During a pandemic the air quality might not be seen as the most pressing issue but, according to the World Health Organization (WHO), air pollution kills an estimated 7 million people world wide every year. If we wonder what might be the situation in Europe, the European Environment Agency (EEA) would inform us that in 2018 nearly 379000 premature deaths were attributable to particulate matter (PM2.5) and 54000 to NO2. The WHO has established some guidelines on the quantity of certain pollutants above which an impact on the health of the population is expected. For example PM2.5 should not exceed 10 \(\mu g/m^3\) and NO2 should not exceed an annual mean value of 40 \(\mu g/m^3\) or a 1-hour mean of 200 \(\mu g/m^3\). Given the relevance of these pollutants for the population’s health, every country and region in Europe has built a network of ground stations to monitor them, like those managed by the Agenzia Regionale Protezione Ambientale del Lazio (ARPA) for the Latium region in Italy. The data from the ground stations in Europe are collected by the EEA and assimilated by the European Centre for Medium-Range Weather Forecasts (ECMWF) and other eight institutions across Europe into their air quality models for analysis and forecasts. The numerical models are able to provide an estimate of the concentration of the pollutants in areas that are far from the ground stations with a spatial resolution of 10 km. The ECMWF provides through its Copernicus Atmosphere Monitoring Service (CAMS) the analysis and forecasts about the air quality as the median of the ensemble of the models. The data about gas traces such as NOx, Ozone and SO2 are now available also from satellites, e.g. Sentinel 5-p through its sensor TROPOMI and MetOp through GOME-2 but in this post I want to show how the model forecasts from the CAMS service can be fetched by everyone and visualized in an animation on a web page.

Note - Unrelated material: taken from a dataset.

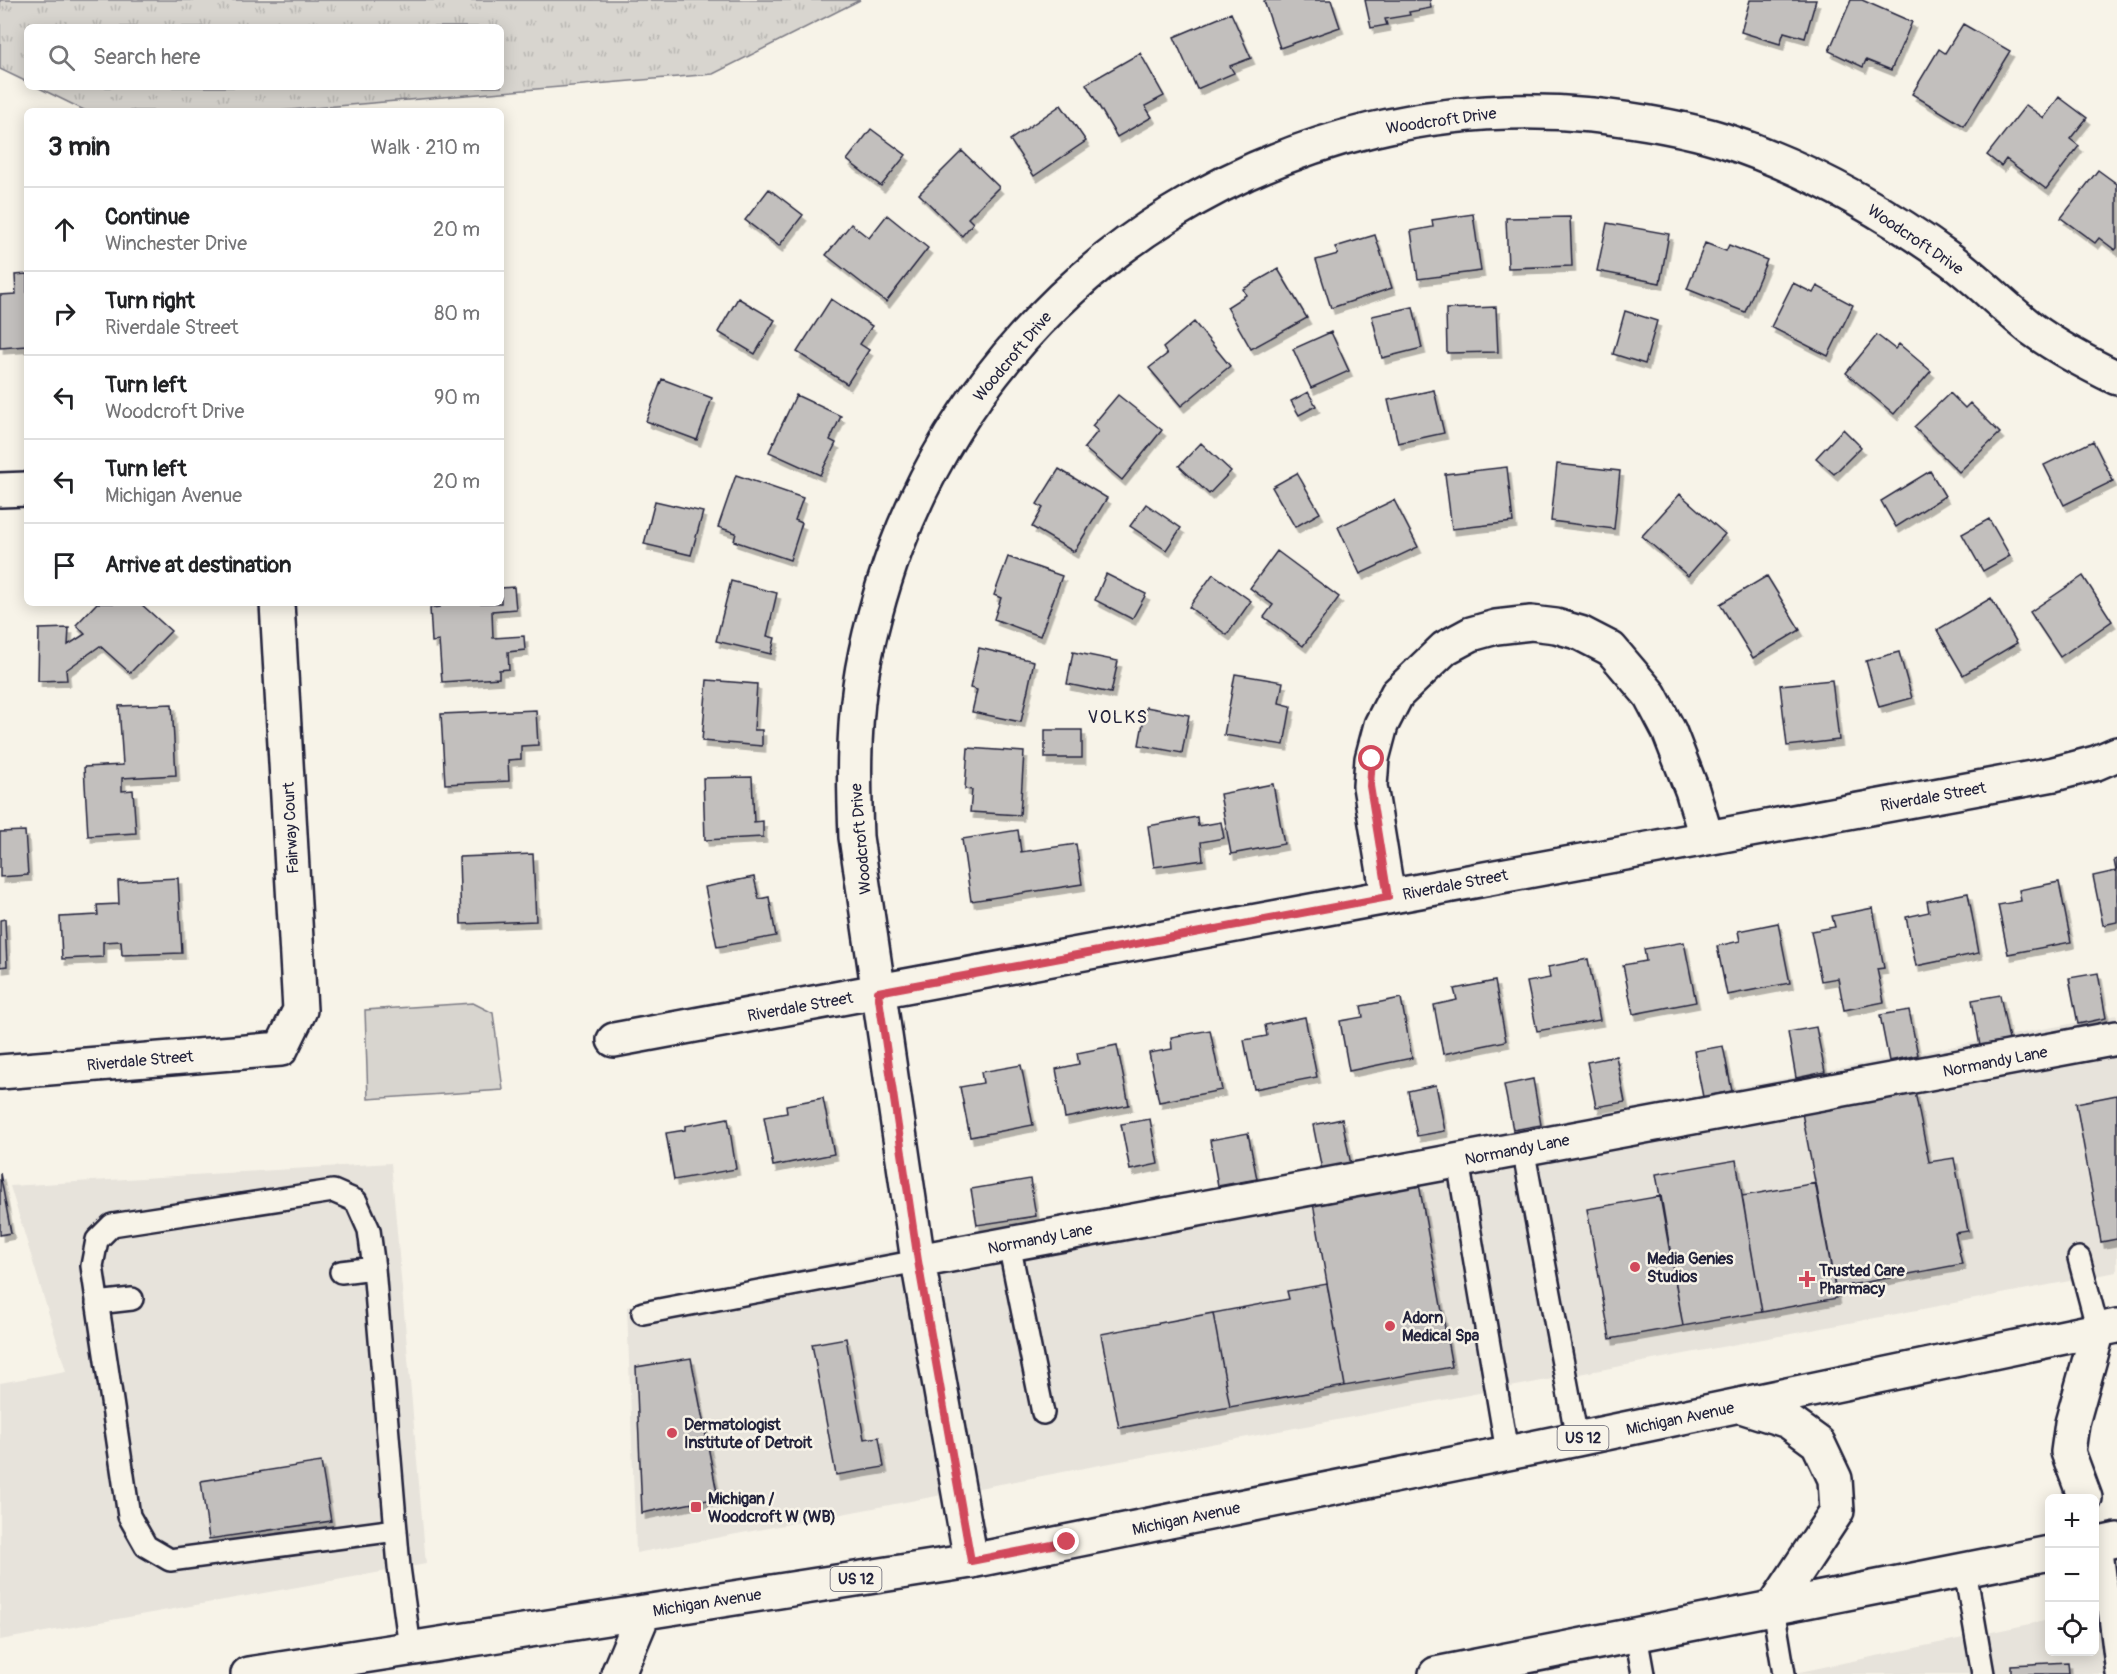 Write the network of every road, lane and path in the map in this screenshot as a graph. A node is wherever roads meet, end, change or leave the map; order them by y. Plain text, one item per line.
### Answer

The Copernicus Atmosphere Monitoring Service

The Copernicus Atmosphere Monitoring Service (CAMS) provides information related to air quality, atmospheric composition, greenhouse gases, solar irradiance. The datasets released by the CAMS service is the result of assimilation processes in which observations from satellites and ground stations are used to update and correct every hour the estimates computed by a numerical model of the atmosphere. The CAMS is operated by the European Centre for Medium-Range Weather Forecasts (ECMWF) on behalf of the European Commission.

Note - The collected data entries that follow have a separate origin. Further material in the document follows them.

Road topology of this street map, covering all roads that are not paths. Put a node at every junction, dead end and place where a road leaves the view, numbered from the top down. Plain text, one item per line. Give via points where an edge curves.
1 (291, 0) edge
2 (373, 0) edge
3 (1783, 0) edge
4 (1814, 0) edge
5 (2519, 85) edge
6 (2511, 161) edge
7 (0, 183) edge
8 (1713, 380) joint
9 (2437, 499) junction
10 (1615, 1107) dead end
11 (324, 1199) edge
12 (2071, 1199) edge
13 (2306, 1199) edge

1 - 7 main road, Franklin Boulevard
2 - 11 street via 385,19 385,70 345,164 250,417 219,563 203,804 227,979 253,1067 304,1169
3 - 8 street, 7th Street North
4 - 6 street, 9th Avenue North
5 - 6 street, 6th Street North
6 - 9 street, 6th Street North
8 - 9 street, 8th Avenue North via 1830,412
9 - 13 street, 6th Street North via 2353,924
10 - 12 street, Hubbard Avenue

CAMS European air quality forecasts

The CAMS provides its datasets as open data, available to all for free, through a web page and a web service. For the European air quality forecasts a user can select, among other options

  • the variables, that is the physical parameters she is interested in
  • the model she wants to use (nine models are available, plus the ensemble)
  • the levels, or heights for which she wants the forecasts
  • the area of interest, delimited by north and south latitudes and west and east longitudes
  • the dates from which the forecasts should start
  • the lead time hours, that is the hours of the forecasts
  • the format of the data (CSV, GRIB, NetCDF)

If you want to set up a service based on the data provided by the CAMS you will likely use the web service API. In order to use the API, you have to be registered into the Copernicus Atmosphere Data Store (CADS) and follow these steps

  1. login
  2. copy your ADS API key in the .condarc file in your home folder
  3. install the cdsapi Python package

For more information on how to register to the CAMS follow the how-to instructions. The NetCDF format is easy to use in Python with the xarray library. If you choose one single day as the start of the forecasts the file returned by the service will contain the forecasts in a multidimensional array. The name of the dimensions (metadata) are standardized and a description is provided in the file. We can easily visualize the data for one forecast using Matplotlib. Here is an image of the concentration of \(NO_2\) at ground level where we can clearly see that the concentration will go well beyond the annual mean limit recommended by the WHO in most of the Po Valley.

Forecast example

The Jupyter Notebooks

If we have requested the forecasts at different lead time hours we might want to visualize each forecast as a frame in an animation. The details on how to create an animation with Matplotlib are a little bit more convoluted but a Jupyter notebook is available on my Github repository with an example of an animation built on a sequence of hourly forecasts for 4 consecutive days. The Python code can be used to fetch and visualize other variables with a little work and a different selection of the request’s parameters.


I find the Jupyter notebooks a great tool to test ideas and publish the results of experiments. The Jupyter notebooks are used by EUMETSAT for their highly recommended training courses. Wekeo, one of the Copernicus Data and Information Access Services (DIAS), provides virtual machines with a Jupyter Lab instance that can be used to write notebooks without the need to download the data. While the Copernicus data are free the computing resources offered by the Copernicus DIAS are not but it might be the only way to build a service in case you need to consume data that is updated frequently and whose size can range from hundreds of MBytes to GBytes.